Numerous posts asking what the difference was, is it compatible etc (reflecting consumer confusion) and posts decrying the “dumbing” down of 4e vs those that liked the product. Basically it got ugly (uglier as there was already bad blood and harsh words between pf/3.x vs 4e at the time)

One of the things I thought but didn't say was "Yeah, 4e Essentials ended up saving the 4e line really well, didn't it?"

I mean, sure, as Dave2008 says, every company would like more market. But the usual problem is "How do you get new players and buyers without losing the ones you have?" Or alternatively, "Will the new people coming in exceed the old ones going out?" Until you have evidence this is the case, you have to show how you can make the two pieces of string meet in the middle, and usually people coming in with these questions are, effectively saying "I think people should make the game more like what I want" without asking whether that can be done without making it less like what people already playing it and buying the products want.
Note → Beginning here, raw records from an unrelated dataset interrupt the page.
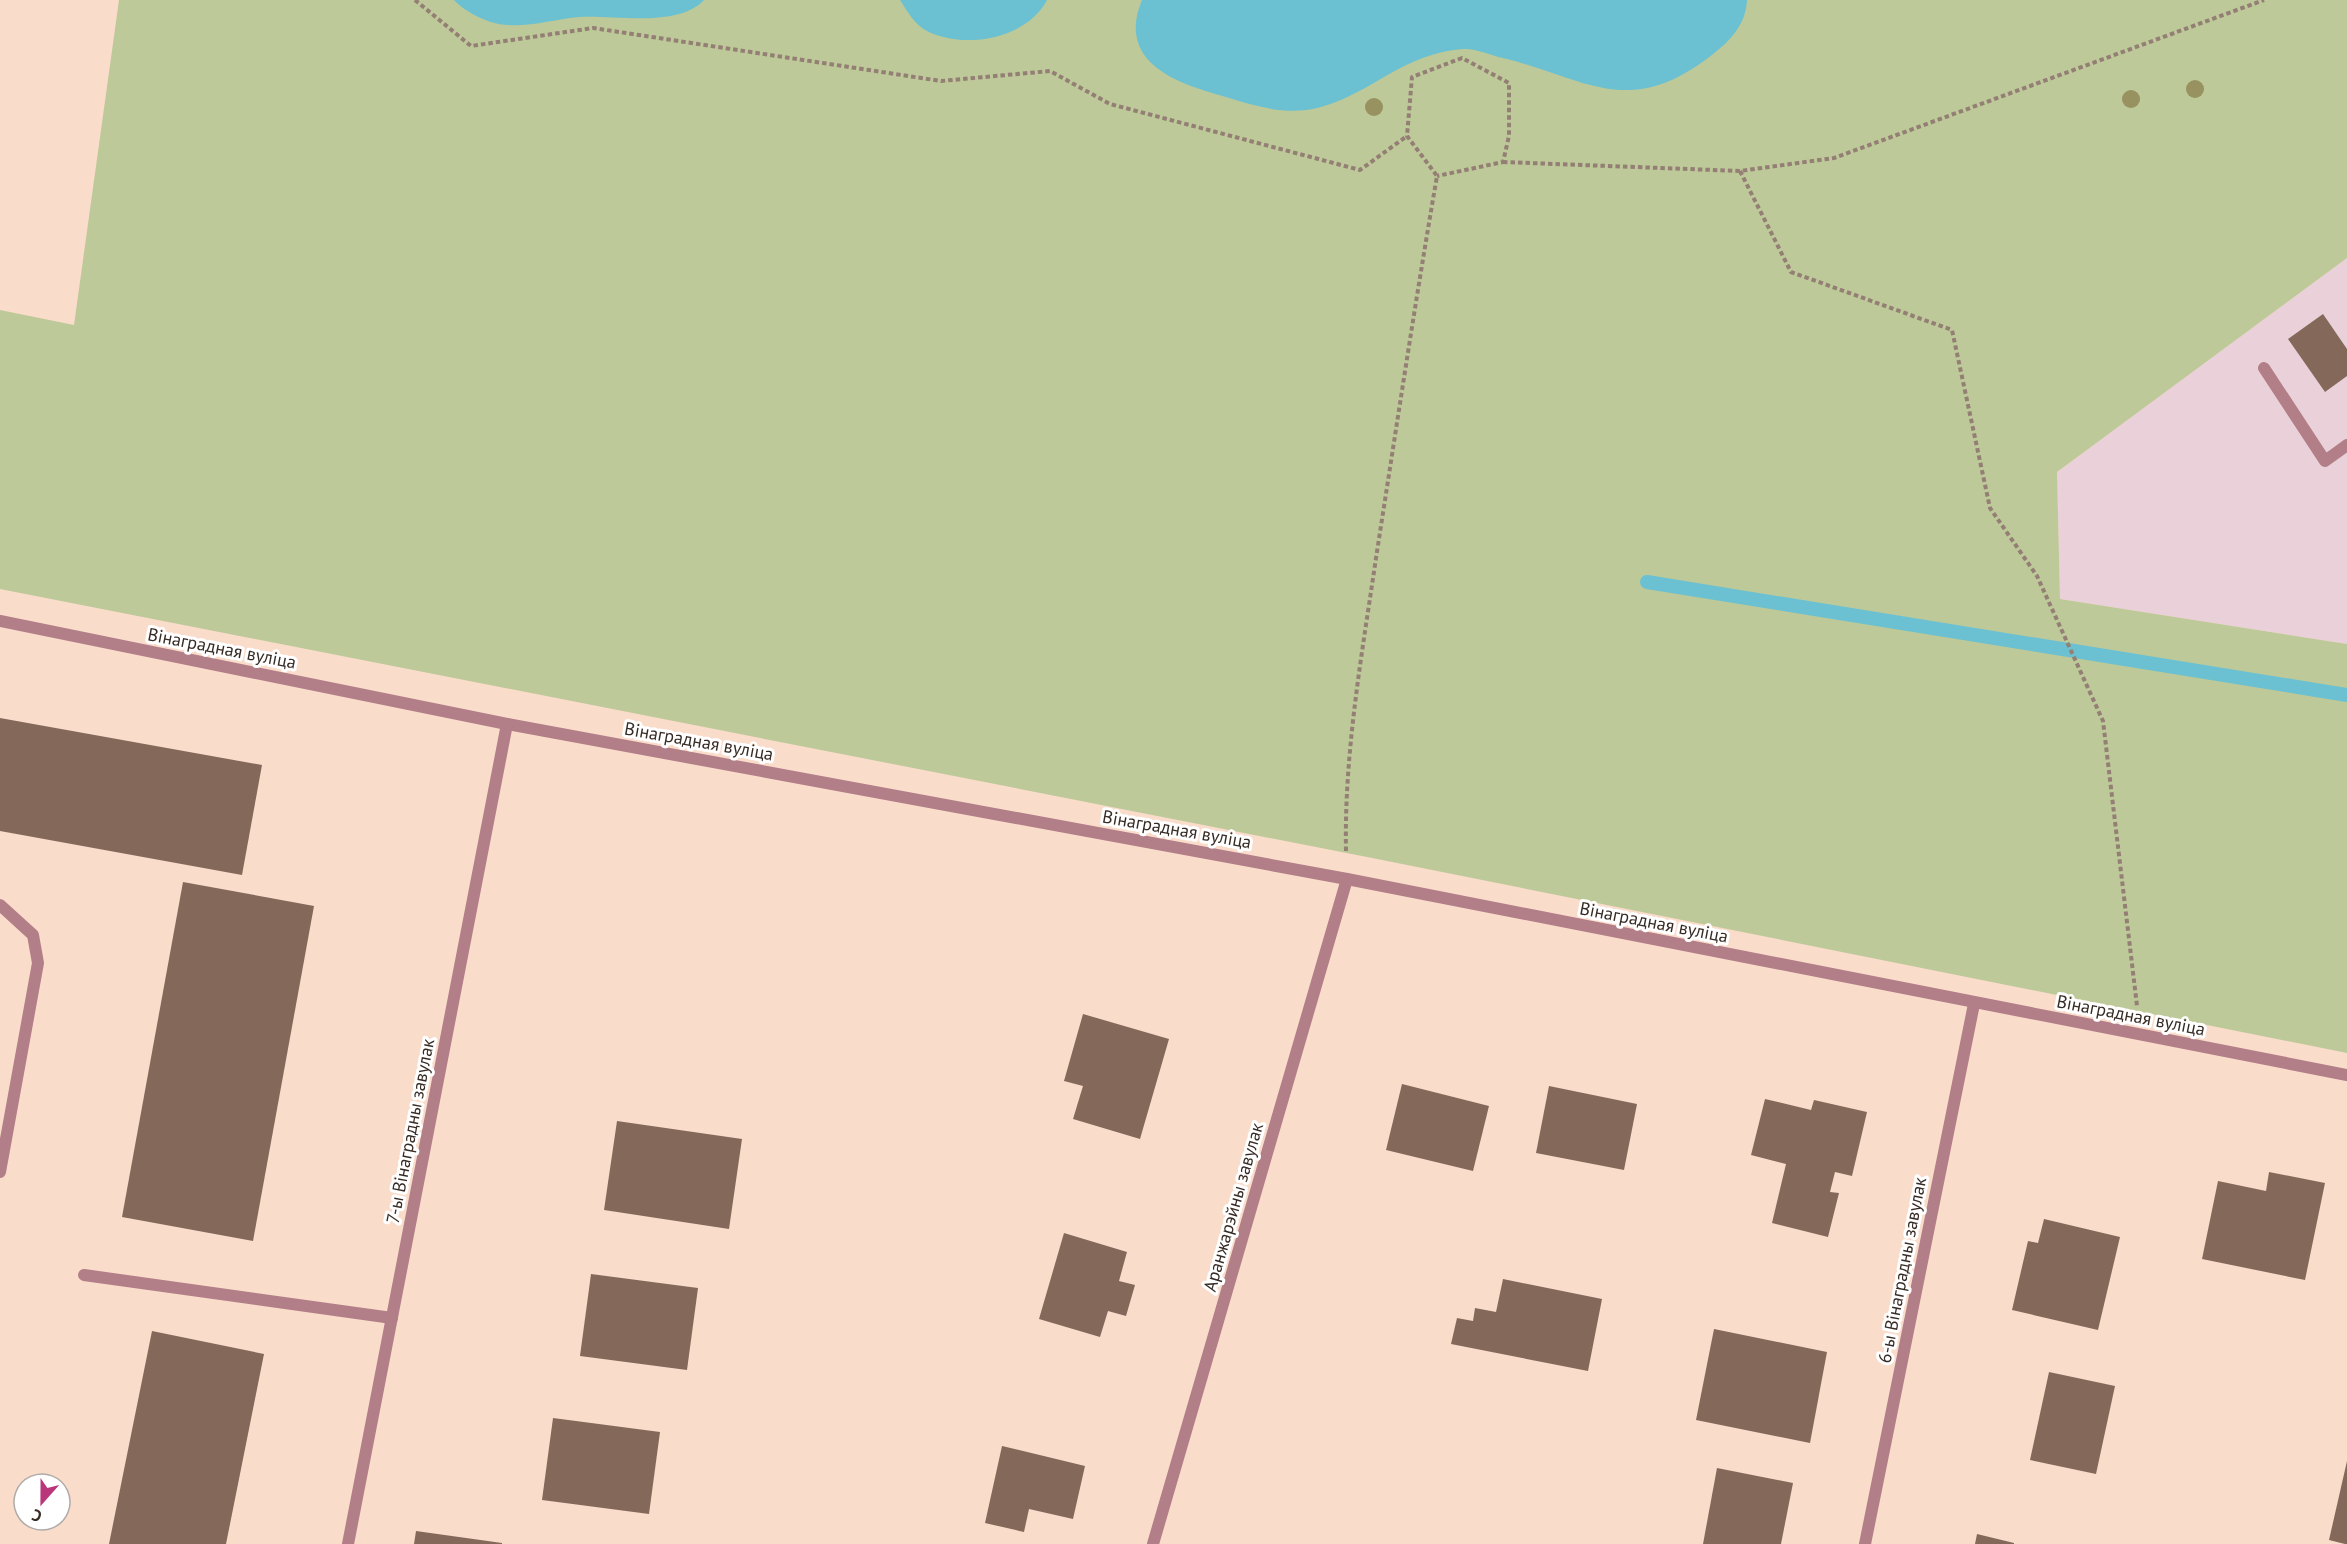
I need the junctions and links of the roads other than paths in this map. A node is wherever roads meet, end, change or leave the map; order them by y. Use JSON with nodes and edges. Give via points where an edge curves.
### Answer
{"nodes":[{"id":1,"x":2264,"y":368,"type":"dead end"},
{"id":2,"x":2347,"y":445,"type":"edge"},
{"id":3,"x":0,"y":621,"type":"edge"},
{"id":4,"x":507,"y":724,"type":"junction"},
{"id":5,"x":1347,"y":879,"type":"junction"},
{"id":6,"x":0,"y":906,"type":"edge"},
{"id":7,"x":1974,"y":1004,"type":"junction"},
{"id":8,"x":2347,"y":1076,"type":"edge"},
{"id":9,"x":4,"y":1133,"type":"edge"},
{"id":10,"x":0,"y":1172,"type":"edge"},
{"id":11,"x":84,"y":1275,"type":"dead end"},
{"id":12,"x":392,"y":1318,"type":"junction"},
{"id":13,"x":348,"y":1544,"type":"edge"},
{"id":14,"x":1154,"y":1544,"type":"edge"},
{"id":15,"x":1865,"y":1544,"type":"edge"}],
"edges":[{"from":1,"to":2,"type":"street","via":[[2325,461]]},
{"from":3,"to":4,"type":"street","name":"Вінаградная вуліца"},
{"from":4,"to":5,"type":"street","name":"Вінаградная вуліца"},
{"from":4,"to":12,"type":"street","name":"7-ы Вінаградны завулак"},
{"from":5,"to":7,"type":"street","name":"Вінаградная вуліца"},
{"from":5,"to":14,"type":"street","name":"Аранжарэйны завулак"},
{"from":6,"to":9,"type":"street","via":[[33,935],[38,963]]},
{"from":7,"to":8,"type":"street","name":"Вінаградная вуліца"},
{"from":7,"to":15,"type":"street","name":"6-ы Вінаградны завулак"},
{"from":9,"to":10,"type":"street"},
{"from":11,"to":12,"type":"street"},
{"from":12,"to":13,"type":"street","name":"7-ы Вінаградны завулак"}]}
Often without realizing some of what they view as flaws other people view as virtues.

I mean, almost everyone likes more clarity in their rules. And as a rule set gets more detailed, this can become more and more of an issue, as it becomes progressively harder to do. But that does not mean everyone wants simplification, and among those that do, you have to ask the question whether there's other games on the market that would just end up competing for their attention anyway.

That was really my point; there's not really signs that Retreater and the people he's talking about would be happy with any PF2e version that also made many of its current fans happy. So how does his suggestion make any sense for Paizo?